* Problem *
Pick every line from the data below that contains the string "name" and copy it.

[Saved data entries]
++++++++
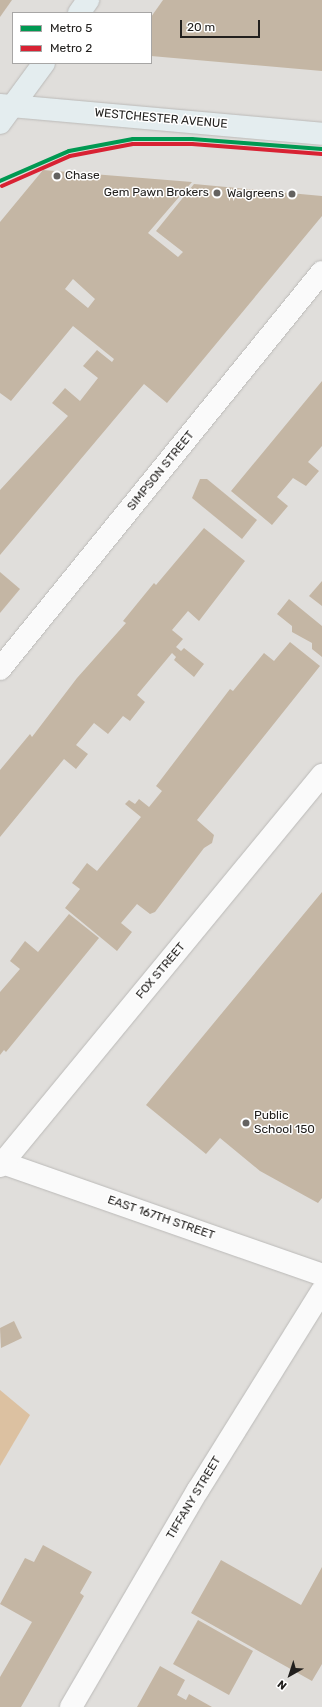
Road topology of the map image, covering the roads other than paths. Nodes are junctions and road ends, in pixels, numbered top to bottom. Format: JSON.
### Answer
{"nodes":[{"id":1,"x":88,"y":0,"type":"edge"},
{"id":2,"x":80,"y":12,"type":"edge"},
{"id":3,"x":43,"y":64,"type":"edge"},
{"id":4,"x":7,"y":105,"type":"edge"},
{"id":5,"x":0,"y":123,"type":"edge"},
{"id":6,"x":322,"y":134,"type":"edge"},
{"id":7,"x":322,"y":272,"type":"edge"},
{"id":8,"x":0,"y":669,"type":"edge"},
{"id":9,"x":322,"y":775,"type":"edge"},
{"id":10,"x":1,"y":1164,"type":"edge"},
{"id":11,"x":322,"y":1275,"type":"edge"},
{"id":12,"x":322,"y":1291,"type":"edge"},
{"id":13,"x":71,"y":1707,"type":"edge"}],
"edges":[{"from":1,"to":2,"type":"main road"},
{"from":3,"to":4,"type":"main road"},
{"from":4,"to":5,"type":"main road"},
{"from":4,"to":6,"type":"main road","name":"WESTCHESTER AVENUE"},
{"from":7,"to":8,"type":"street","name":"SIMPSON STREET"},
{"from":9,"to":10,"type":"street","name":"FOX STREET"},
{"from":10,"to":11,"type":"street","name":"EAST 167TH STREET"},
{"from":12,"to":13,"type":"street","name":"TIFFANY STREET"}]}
++++++++
* Output below *
{"from":4,"to":6,"type":"main road","name":"WESTCHESTER AVENUE"},
{"from":7,"to":8,"type":"street","name":"SIMPSON STREET"},
{"from":9,"to":10,"type":"street","name":"FOX STREET"},
{"from":10,"to":11,"type":"street","name":"EAST 167TH STREET"},
{"from":12,"to":13,"type":"street","name":"TIFFANY STREET"}]}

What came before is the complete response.